## [What you need to do]
Gather all lines in the entries below that include the word "lane".

● ● ●

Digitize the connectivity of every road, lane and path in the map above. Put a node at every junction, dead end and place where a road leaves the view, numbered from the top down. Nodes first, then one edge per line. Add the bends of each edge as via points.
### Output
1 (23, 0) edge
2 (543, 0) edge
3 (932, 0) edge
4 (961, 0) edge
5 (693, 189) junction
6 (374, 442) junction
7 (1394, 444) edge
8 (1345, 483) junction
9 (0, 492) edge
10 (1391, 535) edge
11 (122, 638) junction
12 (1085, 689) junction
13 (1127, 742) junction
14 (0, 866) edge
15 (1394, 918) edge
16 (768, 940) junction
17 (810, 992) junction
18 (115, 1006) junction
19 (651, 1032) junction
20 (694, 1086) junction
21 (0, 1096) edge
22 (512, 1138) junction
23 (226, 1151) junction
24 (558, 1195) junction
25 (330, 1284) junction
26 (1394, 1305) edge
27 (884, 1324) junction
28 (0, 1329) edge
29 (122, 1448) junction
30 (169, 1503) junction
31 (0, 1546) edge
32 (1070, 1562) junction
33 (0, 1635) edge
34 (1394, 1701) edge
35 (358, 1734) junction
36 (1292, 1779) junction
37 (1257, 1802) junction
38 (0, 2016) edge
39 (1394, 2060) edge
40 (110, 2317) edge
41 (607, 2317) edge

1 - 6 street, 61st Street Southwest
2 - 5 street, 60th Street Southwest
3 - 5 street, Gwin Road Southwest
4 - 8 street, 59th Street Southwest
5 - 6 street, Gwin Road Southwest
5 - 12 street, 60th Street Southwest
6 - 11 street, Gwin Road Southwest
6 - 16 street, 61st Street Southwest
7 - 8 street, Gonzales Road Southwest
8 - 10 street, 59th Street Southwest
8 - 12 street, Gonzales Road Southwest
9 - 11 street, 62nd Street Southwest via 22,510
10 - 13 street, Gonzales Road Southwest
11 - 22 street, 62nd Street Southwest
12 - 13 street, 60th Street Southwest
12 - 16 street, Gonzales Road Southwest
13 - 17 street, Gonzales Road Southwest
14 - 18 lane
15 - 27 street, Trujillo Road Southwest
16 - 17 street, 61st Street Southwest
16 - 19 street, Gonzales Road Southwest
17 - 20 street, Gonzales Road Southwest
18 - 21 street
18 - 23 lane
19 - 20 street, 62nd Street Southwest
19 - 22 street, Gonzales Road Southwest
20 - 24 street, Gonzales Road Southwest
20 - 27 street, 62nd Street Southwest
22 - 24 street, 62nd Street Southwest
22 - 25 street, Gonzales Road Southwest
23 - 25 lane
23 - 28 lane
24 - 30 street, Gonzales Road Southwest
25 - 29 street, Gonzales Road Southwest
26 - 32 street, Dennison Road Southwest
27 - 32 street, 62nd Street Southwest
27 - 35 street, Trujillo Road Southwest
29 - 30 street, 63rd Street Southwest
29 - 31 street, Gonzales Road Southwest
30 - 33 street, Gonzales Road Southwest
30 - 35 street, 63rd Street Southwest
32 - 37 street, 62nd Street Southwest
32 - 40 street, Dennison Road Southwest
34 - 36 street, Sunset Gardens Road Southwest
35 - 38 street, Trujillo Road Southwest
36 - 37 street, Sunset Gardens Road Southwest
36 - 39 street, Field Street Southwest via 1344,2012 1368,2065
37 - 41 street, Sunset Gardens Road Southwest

● ● ●

## [Answer box]
Digitize the connectivity of every road, lane and path in the map above. Put a node at every junction, dead end and place where a road leaves the view, numbered from the top down. Nodes first, then one edge per line. Add the bends of each edge as via points.
14 - 18 lane
18 - 23 lane
23 - 25 lane
23 - 28 lane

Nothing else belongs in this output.